Wild time in Africa
By BISSME S.
IT IS NEVER EASY to write a funny book but Adeline Loh has managed to do this in her first book, a travelogue of her adventures in Zambia, Africa.
“I’m more witty when I write,” says the 30-year-old Kuala Lumpur-born freelance journalist who loves watching funny movies and sitcoms. Her all-time favourite happens to be The Simpsons.
“I have always wanted to entertain people through my writing,” Loh says. “When something makes me laugh, I will always remember it. Whenever I look back at my troubled times, I will always look back with laughter.”
Peeing in the Bush (MPH Group Publishing, RM35.90) was the result of a trip to Zambia in Africa she made with her vegetarian friend Chan.
Tired of her routine life and dying for a great adventure, Loh resigned from her job as a journalist.
“Usually Asians travel only after they have retired and become old,” she says. “I didn’t want to wait till I am too old to travel. If you want to do something, why wait? Do it now!”
After saving enough money for the trip, she threw in her resignation, much to the surprise of her bosses and her friends, and set off for Zambia with Chan.
There, they faced off with angry hippos and buffaloes out to kill them; canoed through crocodile-infested rivers; and had to relieve themselves among the shrubbery. They were also thrown into a culture that was totally alien.
After coming back from Zambia in July 2005, Loh could not get the trip and their experiences out of her mind. She decided to turn them into a book.
“I was obsessed about the trip and always thinking about Africa,” she recalls. It took her more than two years to pen her thoughts down into a book. “I am such a perfectionist,” Loh says. “I was never happy with what I wrote and I kept changing the manuscript.”
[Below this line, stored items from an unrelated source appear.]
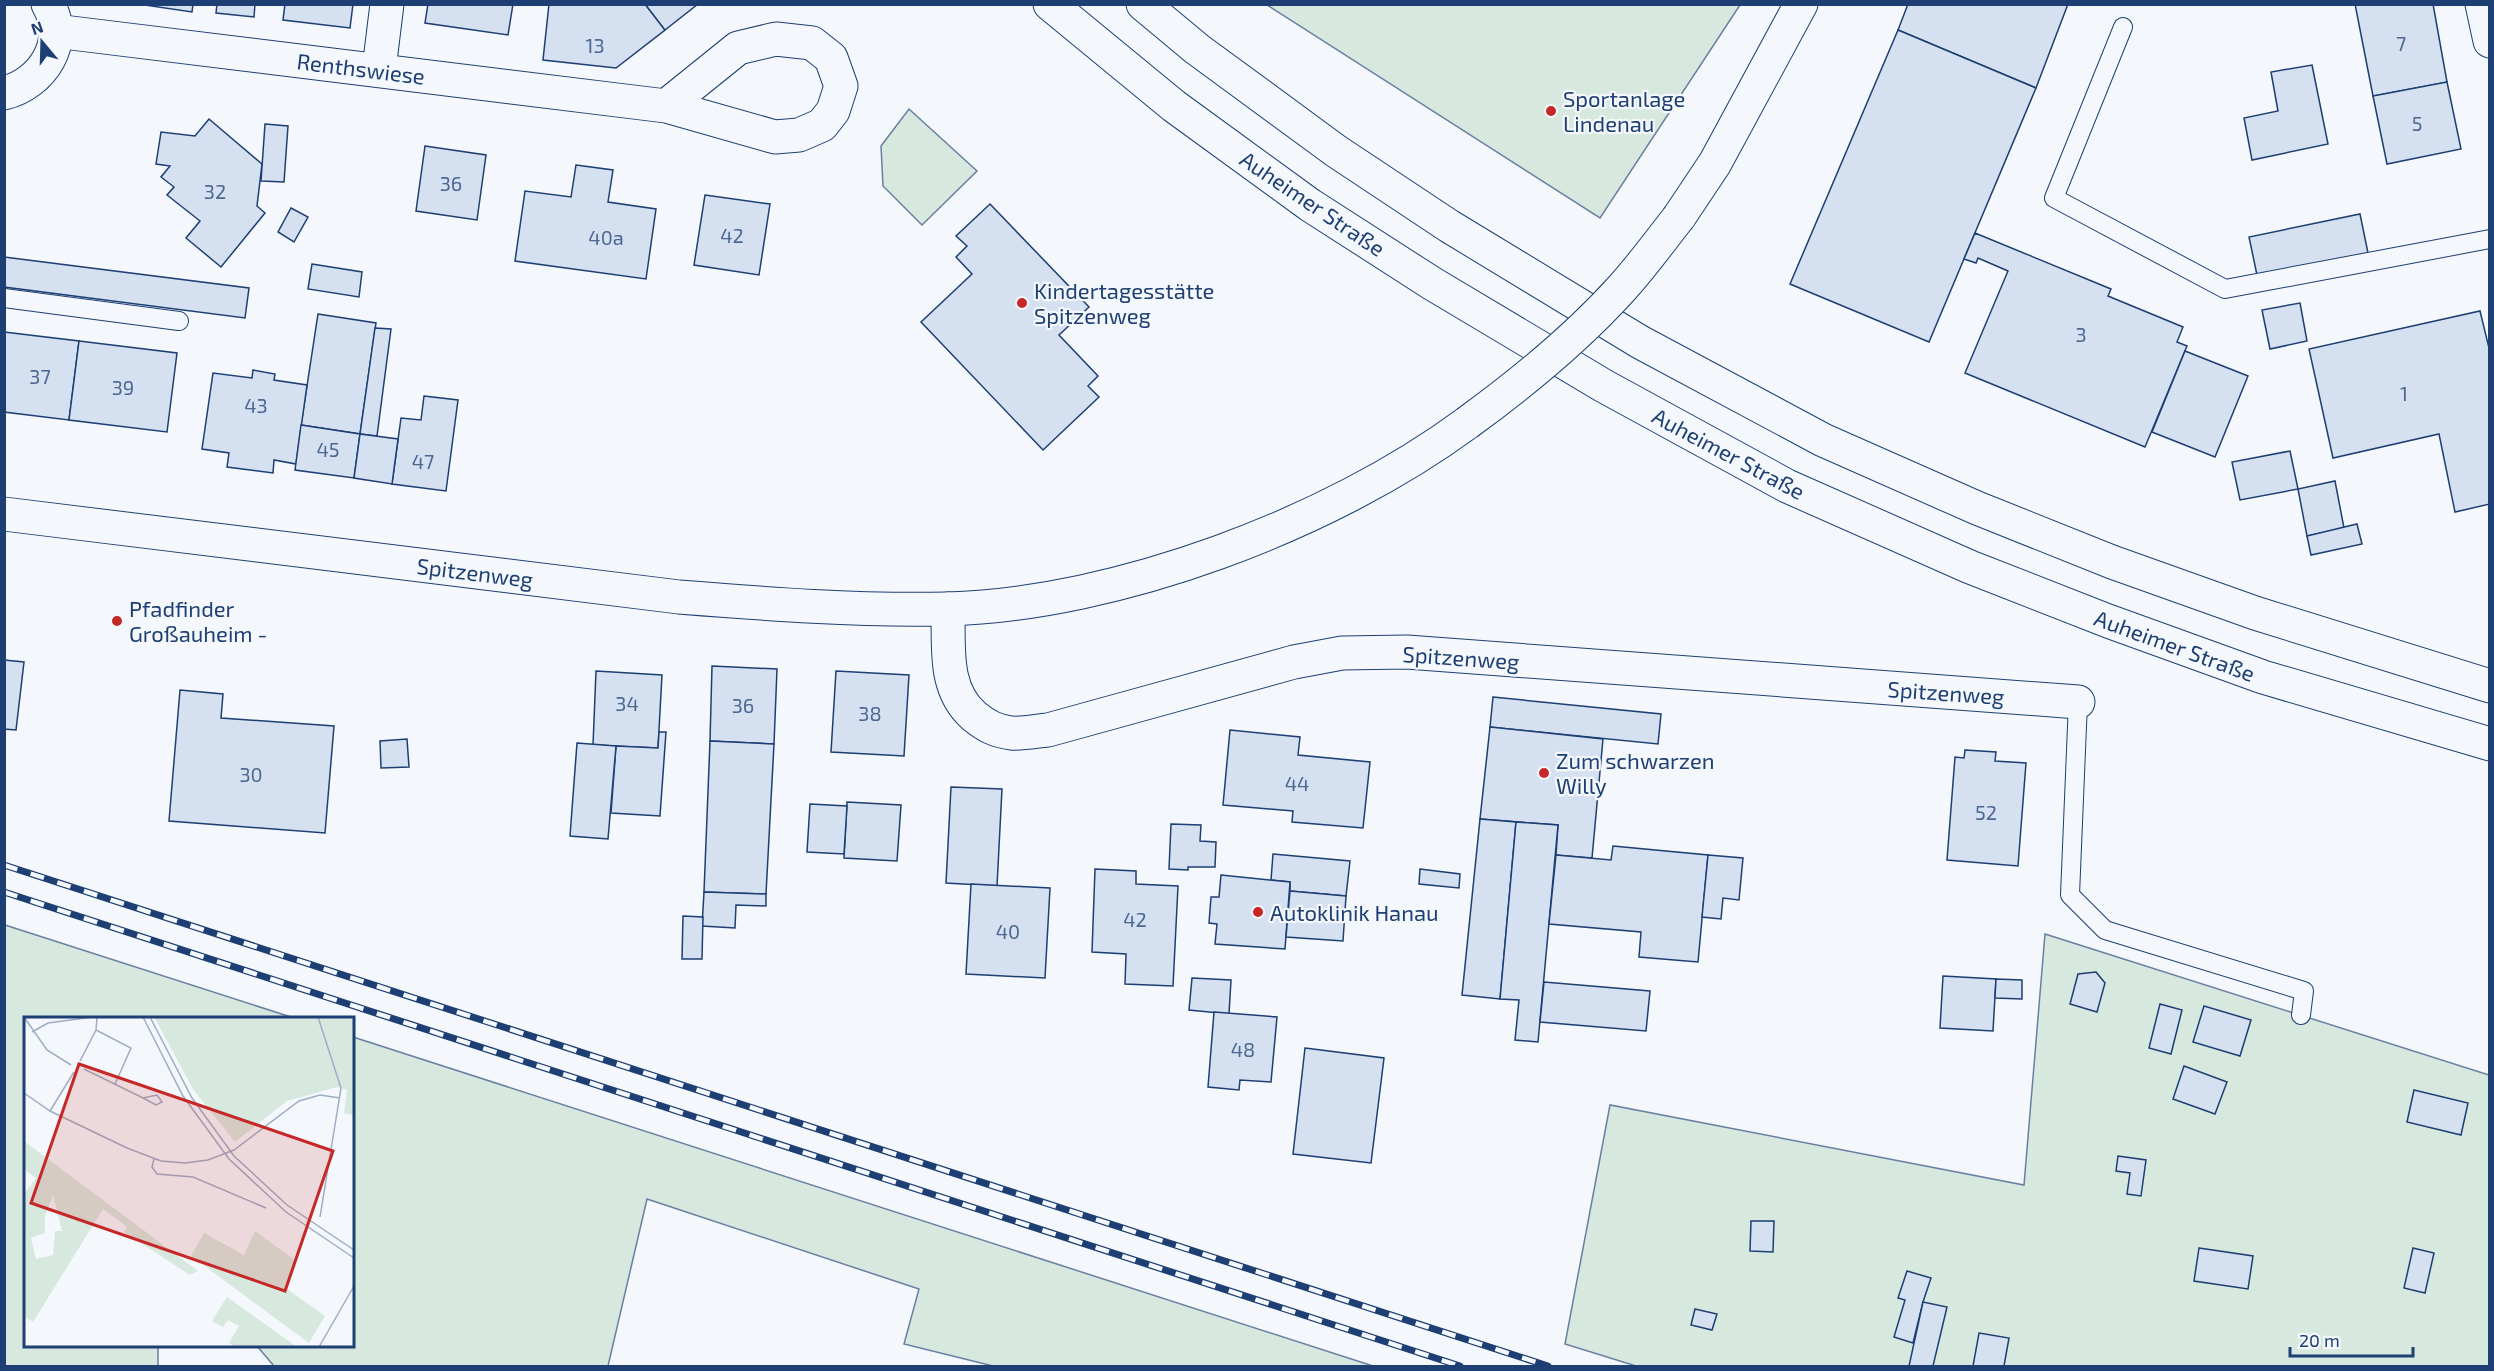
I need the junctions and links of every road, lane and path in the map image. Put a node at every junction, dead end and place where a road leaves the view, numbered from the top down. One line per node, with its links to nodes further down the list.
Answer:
1 (387, 4): 9 (street)
2 (1050, 4): 19 (street, Auheimer Straße)
3 (1143, 4): 17 (street)
4 (1802, 4): 16 (street, Spitzenweg, bridge)
5 (2482, 4): 8 (street)
6 (52, 18): 9 (street, Renthswiese); 10 (street, Renthswiese)
7 (2123, 27): 12 (lane)
8 (2490, 41)
9 (379, 69): 11 (street, Renthswiese)
10 (4, 93)
11 (666, 106): 11 (street, Renthswiese)
12 (2490, 239)
13 (4, 298): 14 (lane)
14 (179, 321)
15 (4, 514): 16 (street, Spitzenweg)
16 (948, 609): 18 (street, Spitzenweg)
17 (2490, 686)
18 (2078, 702): 20 (lane)
19 (2490, 744)
20 (2301, 1015)

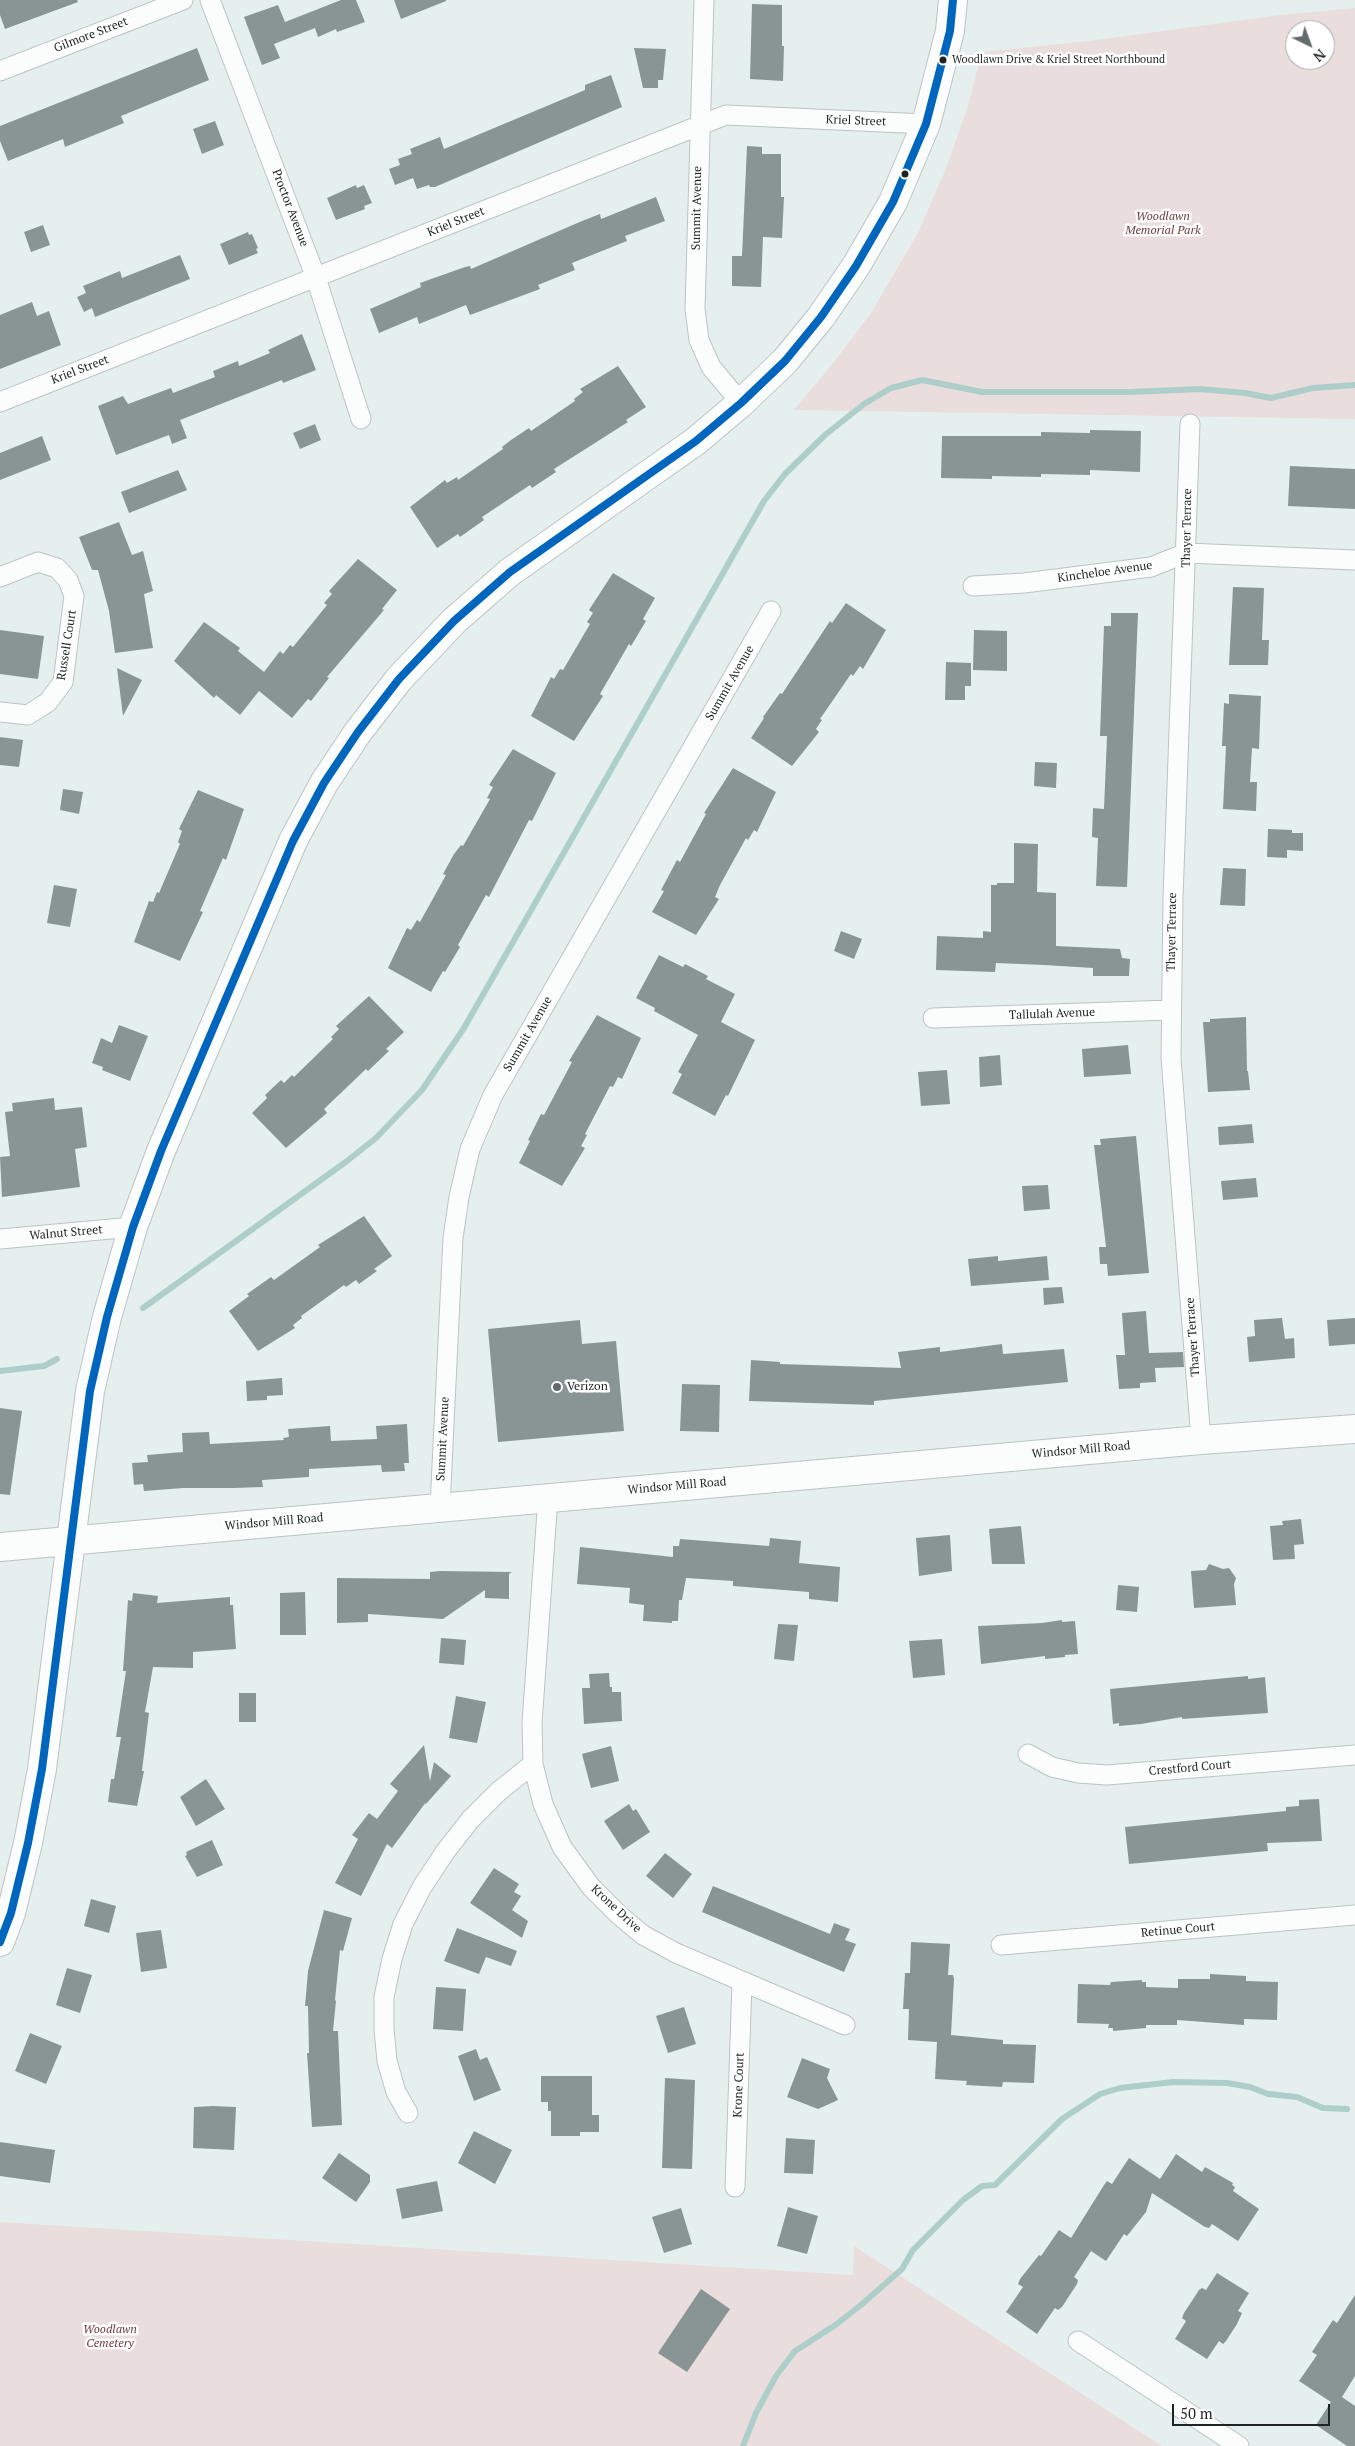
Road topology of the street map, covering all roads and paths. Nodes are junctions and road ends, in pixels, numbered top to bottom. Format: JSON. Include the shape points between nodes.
{"nodes":[{"id":1,"x":182,"y":0,"type":"edge"},
{"id":2,"x":210,"y":0,"type":"edge"},
{"id":3,"x":704,"y":0,"type":"edge"},
{"id":4,"x":953,"y":0,"type":"edge"},
{"id":5,"x":0,"y":71,"type":"edge"},
{"id":6,"x":926,"y":124,"type":"junction"},
{"id":7,"x":699,"y":125,"type":"junction"},
{"id":8,"x":316,"y":278,"type":"junction"},
{"id":9,"x":0,"y":402,"type":"edge"},
{"id":10,"x":742,"y":403,"type":"junction"},
{"id":11,"x":361,"y":419,"type":"dead end"},
{"id":12,"x":1190,"y":424,"type":"dead end"},
{"id":13,"x":1186,"y":553,"type":"junction"},
{"id":14,"x":1355,"y":560,"type":"edge"},
{"id":15,"x":0,"y":577,"type":"edge"},
{"id":16,"x":973,"y":586,"type":"dead end"},
{"id":17,"x":771,"y":611,"type":"dead end"},
{"id":18,"x":0,"y":712,"type":"edge"},
{"id":19,"x":1171,"y":1010,"type":"junction"},
{"id":20,"x":934,"y":1018,"type":"dead end"},
{"id":21,"x":133,"y":1228,"type":"junction"},
{"id":22,"x":0,"y":1239,"type":"edge"},
{"id":23,"x":1355,"y":1429,"type":"edge"},
{"id":24,"x":1201,"y":1440,"type":"junction"},
{"id":25,"x":548,"y":1497,"type":"junction"},
{"id":26,"x":440,"y":1507,"type":"junction"},
{"id":27,"x":72,"y":1540,"type":"junction"},
{"id":28,"x":0,"y":1547,"type":"edge"},
{"id":29,"x":1028,"y":1754,"type":"dead end"},
{"id":30,"x":1355,"y":1755,"type":"edge"},
{"id":31,"x":533,"y":1764,"type":"junction"},
{"id":32,"x":1355,"y":1915,"type":"edge"},
{"id":33,"x":0,"y":1942,"type":"edge"},
{"id":34,"x":1001,"y":1945,"type":"dead end"},
{"id":35,"x":742,"y":1983,"type":"junction"},
{"id":36,"x":845,"y":2025,"type":"dead end"},
{"id":37,"x":408,"y":2113,"type":"dead end"},
{"id":38,"x":735,"y":2187,"type":"dead end"},
{"id":39,"x":1078,"y":2341,"type":"dead end"},
{"id":40,"x":1239,"y":2446,"type":"edge"}],
"edges":[{"from":1,"to":5,"type":"street","name":"Gilmore Street"},
{"from":2,"to":8,"type":"street","name":"Proctor Avenue"},
{"from":3,"to":7,"type":"street","name":"Summit Avenue"},
{"from":4,"to":6,"type":"main road","via":[[948,40]]},
{"from":6,"to":7,"type":"street","name":"Kriel Street","via":[[726,115]]},
{"from":6,"to":10,"type":"main road","via":[[893,202],[856,266],[785,361]]},
{"from":7,"to":8,"type":"street","name":"Kriel Street"},
{"from":7,"to":10,"type":"street","name":"Summit Avenue","via":[[695,309],[700,340],[711,367]]},
{"from":8,"to":9,"type":"street","name":"Kriel Street"},
{"from":8,"to":11,"type":"street","name":"Proctor Avenue"},
{"from":10,"to":21,"type":"main road","via":[[696,441],[503,578],[454,621],[399,679],[358,732],[324,783],[293,841],[161,1151]]},
{"from":12,"to":13,"type":"street","name":"Thayer Terrace"},
{"from":13,"to":14,"type":"street","name":"Kincheloe Avenue"},
{"from":13,"to":16,"type":"street","name":"Kincheloe Avenue","via":[[1151,567]]},
{"from":13,"to":19,"type":"street","name":"Thayer Terrace"},
{"from":15,"to":18,"type":"street","name":"Russell Court","via":[[38,562],[57,568],[68,580],[74,596],[63,682],[48,702],[28,715]]},
{"from":17,"to":26,"type":"street","name":"Summit Avenue","via":[[493,1096],[470,1148],[453,1238]]},
{"from":19,"to":20,"type":"street","name":"Tallulah Avenue"},
{"from":19,"to":24,"type":"street","name":"Thayer Terrace","via":[[1171,1058]]},
{"from":21,"to":22,"type":"street","name":"Walnut Street"},
{"from":21,"to":27,"type":"main road","via":[[107,1316],[90,1391]]},
{"from":23,"to":24,"type":"main road","name":"Windsor Mill Road"},
{"from":24,"to":25,"type":"main road","name":"Windsor Mill Road"},
{"from":25,"to":26,"type":"main road","name":"Windsor Mill Road"},
{"from":25,"to":31,"type":"street","name":"Krone Drive","via":[[532,1723]]},
{"from":26,"to":27,"type":"main road","name":"Windsor Mill Road"},
{"from":27,"to":28,"type":"main road","name":"Windsor Mill Road"},
{"from":27,"to":33,"type":"main road","via":[[42,1769],[26,1852],[11,1913]]},
{"from":29,"to":30,"type":"street","name":"Crestford Court","via":[[1052,1768],[1107,1775]]},
{"from":31,"to":35,"type":"street","name":"Krone Drive","via":[[543,1804],[562,1847],[591,1887],[643,1935]]},
{"from":31,"to":37,"type":"street","via":[[470,1820],[422,1886],[404,1924],[384,1997],[384,2029],[387,2061],[396,2092]]},
{"from":32,"to":34,"type":"street","name":"Retinue Court"},
{"from":35,"to":36,"type":"street","name":"Krone Drive"},
{"from":35,"to":38,"type":"street","name":"Krone Court"},
{"from":39,"to":40,"type":"street"}]}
Despite having written for various magazines for some 10 years, writing the book was not easy for Loh. “The biggest challenge [has been] making every chapter interesting and a page turner.”
The trip has also made her more open and less judgmental. “I have seen people who are worse off than me,” she says. “They have to walk miles just to get clean water.”
Now, she has learnt to always count her blessings and complain less. “Now I appreciate my country better. I have begun to see that a lot of countries are far worse off than ours,” adds Loh, who has also been to Japan, the United States, Mauritius and Australia.
When asked what makes her book different from other travelogues, she says: “It is uniquely Asian. There are not many travelogues written from an Asian perspective.”
She also find Asian travellers less adventurous, preferring to travel to safe places with toilet facilities and to shopping destinations.
“We are so different from Western travellers,” she says. “Westerners like to make travelling an adventure. As a child, I have always fantasised about going to exotic places and I have made this dream come true.” Her next destination will be somewhere in the South Pacific.
But writing will always remain her first love. She remembers her parents always leaving her at the bookstores for hours whenever they went shopping.
“I wanted to become a writer because writers are not stuck in the office,” she says. “They get the chance to go out and meet different people and do something different every day.”
Armed with a higher diploma in computer science, she went looking for a job as journalist in a computer magazine.
But going through her humorous style of writing, the editor offered her a job in one of the publishing house’s entertainment magazines instead.
In 2005, together with feng shui Master Philip Cheong, Loh co-authored the second edition of the Malaysian bestseller, Don’t Sit on this Book, a collection of funny, quirky Chinese taboos.
Being a kung fu exponent, Loh would love to write a book on martial arts one day.